WHAT THE TASK ASKS
Please report how many lines in the records below contain the word "roads", and give nothing else.

[Opening RECORDS FOR THE TASK section]

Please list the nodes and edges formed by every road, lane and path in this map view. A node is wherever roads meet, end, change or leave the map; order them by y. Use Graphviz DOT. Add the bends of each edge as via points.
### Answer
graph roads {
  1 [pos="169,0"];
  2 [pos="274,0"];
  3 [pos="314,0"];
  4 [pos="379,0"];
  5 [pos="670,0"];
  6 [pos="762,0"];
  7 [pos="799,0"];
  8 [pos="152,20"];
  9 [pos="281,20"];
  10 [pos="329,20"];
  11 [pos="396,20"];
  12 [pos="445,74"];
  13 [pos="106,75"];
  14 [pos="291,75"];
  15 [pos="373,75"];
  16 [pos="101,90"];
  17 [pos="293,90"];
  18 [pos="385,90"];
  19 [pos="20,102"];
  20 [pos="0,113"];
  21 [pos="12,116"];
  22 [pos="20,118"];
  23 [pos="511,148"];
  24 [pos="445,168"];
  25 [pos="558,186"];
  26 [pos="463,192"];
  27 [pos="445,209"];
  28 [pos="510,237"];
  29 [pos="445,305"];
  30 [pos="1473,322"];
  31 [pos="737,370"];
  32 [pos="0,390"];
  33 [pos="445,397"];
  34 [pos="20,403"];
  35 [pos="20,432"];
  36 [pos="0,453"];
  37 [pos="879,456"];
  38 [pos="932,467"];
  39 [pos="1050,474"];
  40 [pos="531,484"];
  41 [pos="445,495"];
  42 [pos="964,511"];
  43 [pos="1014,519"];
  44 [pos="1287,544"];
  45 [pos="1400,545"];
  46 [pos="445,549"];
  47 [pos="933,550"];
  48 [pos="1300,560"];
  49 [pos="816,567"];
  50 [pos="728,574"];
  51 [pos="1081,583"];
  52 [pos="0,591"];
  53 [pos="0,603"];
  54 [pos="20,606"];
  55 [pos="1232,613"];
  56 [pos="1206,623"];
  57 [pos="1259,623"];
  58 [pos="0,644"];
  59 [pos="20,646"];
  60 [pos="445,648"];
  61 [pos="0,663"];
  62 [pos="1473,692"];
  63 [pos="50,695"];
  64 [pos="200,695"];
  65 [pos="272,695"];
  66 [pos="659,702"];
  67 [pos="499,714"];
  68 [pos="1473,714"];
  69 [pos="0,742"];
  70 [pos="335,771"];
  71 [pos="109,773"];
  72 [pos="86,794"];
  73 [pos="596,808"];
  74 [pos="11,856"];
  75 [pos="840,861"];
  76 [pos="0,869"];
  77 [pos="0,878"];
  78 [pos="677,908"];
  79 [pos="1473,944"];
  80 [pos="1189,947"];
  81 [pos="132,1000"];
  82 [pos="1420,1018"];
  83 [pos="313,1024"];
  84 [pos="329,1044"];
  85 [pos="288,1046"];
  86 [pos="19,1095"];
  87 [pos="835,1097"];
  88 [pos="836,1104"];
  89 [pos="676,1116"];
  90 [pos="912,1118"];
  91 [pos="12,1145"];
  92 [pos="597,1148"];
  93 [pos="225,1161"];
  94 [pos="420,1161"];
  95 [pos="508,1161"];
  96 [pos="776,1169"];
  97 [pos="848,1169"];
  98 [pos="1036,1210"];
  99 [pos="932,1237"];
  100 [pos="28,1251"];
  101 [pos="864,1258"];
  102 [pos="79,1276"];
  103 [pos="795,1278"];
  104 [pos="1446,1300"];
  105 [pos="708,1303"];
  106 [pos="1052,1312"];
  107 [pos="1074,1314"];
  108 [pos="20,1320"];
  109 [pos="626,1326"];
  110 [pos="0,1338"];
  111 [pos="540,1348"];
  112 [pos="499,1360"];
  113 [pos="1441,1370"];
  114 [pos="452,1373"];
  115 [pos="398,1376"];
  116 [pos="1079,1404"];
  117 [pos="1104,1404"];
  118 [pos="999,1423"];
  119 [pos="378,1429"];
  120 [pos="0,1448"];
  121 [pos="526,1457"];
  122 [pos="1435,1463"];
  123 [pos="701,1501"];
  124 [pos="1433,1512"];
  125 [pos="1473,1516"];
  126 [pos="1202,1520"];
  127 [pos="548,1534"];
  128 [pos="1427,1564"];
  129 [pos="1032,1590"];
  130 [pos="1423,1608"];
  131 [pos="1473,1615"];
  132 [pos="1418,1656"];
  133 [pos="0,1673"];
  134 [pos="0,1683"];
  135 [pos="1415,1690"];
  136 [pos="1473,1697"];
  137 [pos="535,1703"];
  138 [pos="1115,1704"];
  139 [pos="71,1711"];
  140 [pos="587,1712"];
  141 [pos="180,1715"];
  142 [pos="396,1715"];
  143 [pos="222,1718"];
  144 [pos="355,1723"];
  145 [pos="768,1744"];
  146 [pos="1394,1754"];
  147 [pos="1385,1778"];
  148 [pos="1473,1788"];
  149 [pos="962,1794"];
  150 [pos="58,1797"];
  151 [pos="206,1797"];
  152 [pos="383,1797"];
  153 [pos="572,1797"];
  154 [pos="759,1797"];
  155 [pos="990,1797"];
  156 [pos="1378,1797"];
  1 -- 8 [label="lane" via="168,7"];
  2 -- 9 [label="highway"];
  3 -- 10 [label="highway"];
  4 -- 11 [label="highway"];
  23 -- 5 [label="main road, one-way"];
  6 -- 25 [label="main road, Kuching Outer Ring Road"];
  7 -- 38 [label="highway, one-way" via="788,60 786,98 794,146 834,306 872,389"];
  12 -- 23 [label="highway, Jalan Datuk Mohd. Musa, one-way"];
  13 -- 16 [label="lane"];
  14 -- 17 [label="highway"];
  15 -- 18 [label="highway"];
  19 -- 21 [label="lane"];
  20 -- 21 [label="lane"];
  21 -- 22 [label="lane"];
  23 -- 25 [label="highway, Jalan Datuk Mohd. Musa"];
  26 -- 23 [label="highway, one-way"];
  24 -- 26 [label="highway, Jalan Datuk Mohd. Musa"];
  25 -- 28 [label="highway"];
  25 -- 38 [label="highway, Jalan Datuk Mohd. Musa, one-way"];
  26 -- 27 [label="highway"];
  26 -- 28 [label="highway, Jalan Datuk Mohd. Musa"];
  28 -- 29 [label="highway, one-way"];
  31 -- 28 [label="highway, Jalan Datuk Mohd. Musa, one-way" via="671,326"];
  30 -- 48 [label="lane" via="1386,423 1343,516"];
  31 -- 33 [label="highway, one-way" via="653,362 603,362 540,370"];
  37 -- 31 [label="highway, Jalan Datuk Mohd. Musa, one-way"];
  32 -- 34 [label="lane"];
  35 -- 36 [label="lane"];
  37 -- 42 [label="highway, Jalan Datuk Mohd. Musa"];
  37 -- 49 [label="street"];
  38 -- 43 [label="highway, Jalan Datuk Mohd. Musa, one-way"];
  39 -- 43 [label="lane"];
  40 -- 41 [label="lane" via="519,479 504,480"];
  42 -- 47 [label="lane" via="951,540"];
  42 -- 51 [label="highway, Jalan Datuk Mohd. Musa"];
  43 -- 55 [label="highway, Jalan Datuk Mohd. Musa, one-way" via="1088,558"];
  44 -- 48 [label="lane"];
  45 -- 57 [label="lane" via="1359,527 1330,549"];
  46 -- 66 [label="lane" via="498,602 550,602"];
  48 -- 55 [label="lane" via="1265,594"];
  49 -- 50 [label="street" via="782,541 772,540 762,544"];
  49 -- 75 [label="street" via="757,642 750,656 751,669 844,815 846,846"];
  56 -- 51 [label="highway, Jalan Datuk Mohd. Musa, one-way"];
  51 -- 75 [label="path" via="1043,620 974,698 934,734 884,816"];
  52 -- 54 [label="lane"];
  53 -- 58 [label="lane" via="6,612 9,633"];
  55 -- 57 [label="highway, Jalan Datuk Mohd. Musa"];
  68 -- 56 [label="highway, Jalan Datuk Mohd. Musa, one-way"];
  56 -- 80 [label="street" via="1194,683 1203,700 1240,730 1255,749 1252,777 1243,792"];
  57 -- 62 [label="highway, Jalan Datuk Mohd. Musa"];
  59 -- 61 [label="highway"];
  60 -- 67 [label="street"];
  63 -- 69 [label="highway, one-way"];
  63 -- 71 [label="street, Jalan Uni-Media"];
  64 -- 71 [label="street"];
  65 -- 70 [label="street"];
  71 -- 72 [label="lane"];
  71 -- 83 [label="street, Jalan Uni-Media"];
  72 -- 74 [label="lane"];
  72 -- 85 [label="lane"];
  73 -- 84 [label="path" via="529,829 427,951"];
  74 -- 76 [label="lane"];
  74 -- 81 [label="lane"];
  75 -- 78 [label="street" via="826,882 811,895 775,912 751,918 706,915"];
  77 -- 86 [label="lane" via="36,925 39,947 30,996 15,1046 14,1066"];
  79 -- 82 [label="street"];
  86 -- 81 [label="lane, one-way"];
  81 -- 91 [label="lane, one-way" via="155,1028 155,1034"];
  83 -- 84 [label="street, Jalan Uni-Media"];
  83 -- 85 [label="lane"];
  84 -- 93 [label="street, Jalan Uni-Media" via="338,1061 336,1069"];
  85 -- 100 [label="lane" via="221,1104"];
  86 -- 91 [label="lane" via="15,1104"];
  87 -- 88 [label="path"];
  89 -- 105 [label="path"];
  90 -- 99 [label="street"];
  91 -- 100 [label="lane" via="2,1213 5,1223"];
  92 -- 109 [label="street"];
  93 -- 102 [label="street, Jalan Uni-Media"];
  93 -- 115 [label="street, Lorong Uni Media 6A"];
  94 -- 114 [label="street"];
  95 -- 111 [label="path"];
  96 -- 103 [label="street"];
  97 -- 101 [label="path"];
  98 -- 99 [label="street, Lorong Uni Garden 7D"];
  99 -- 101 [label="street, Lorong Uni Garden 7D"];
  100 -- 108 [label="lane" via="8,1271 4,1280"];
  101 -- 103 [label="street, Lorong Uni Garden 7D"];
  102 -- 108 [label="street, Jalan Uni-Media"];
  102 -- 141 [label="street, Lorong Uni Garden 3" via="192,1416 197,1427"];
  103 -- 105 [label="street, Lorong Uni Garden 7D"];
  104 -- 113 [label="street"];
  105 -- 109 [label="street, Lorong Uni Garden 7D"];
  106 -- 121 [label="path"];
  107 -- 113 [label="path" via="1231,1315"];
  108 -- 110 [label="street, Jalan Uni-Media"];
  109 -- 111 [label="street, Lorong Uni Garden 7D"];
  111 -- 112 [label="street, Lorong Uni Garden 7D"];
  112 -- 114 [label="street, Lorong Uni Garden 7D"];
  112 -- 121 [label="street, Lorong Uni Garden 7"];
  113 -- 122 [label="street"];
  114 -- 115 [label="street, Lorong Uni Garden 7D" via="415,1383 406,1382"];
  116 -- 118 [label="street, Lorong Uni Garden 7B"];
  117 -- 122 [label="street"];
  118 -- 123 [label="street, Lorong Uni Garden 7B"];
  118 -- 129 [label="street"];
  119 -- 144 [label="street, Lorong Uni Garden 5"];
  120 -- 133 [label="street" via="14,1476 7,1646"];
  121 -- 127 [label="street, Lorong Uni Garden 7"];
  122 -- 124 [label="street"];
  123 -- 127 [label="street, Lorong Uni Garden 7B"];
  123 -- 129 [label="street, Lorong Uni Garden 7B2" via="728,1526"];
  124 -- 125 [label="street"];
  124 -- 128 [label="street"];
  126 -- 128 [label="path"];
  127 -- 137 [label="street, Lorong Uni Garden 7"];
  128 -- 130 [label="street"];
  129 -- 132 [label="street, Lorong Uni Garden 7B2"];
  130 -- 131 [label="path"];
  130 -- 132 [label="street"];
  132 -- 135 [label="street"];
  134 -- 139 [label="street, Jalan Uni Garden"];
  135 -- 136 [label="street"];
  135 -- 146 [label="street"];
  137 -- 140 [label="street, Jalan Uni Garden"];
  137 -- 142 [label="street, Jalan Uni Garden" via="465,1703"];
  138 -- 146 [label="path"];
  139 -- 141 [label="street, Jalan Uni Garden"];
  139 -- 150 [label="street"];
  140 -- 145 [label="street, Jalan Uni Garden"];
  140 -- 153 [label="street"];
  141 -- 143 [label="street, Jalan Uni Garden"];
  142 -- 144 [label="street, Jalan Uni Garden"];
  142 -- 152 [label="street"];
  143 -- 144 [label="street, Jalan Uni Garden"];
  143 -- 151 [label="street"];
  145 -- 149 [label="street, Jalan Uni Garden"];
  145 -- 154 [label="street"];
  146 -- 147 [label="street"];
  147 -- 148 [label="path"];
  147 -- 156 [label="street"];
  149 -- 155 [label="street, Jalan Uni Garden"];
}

[Closing RECORDS FOR THE TASK section]

YOUR RESPONSE
2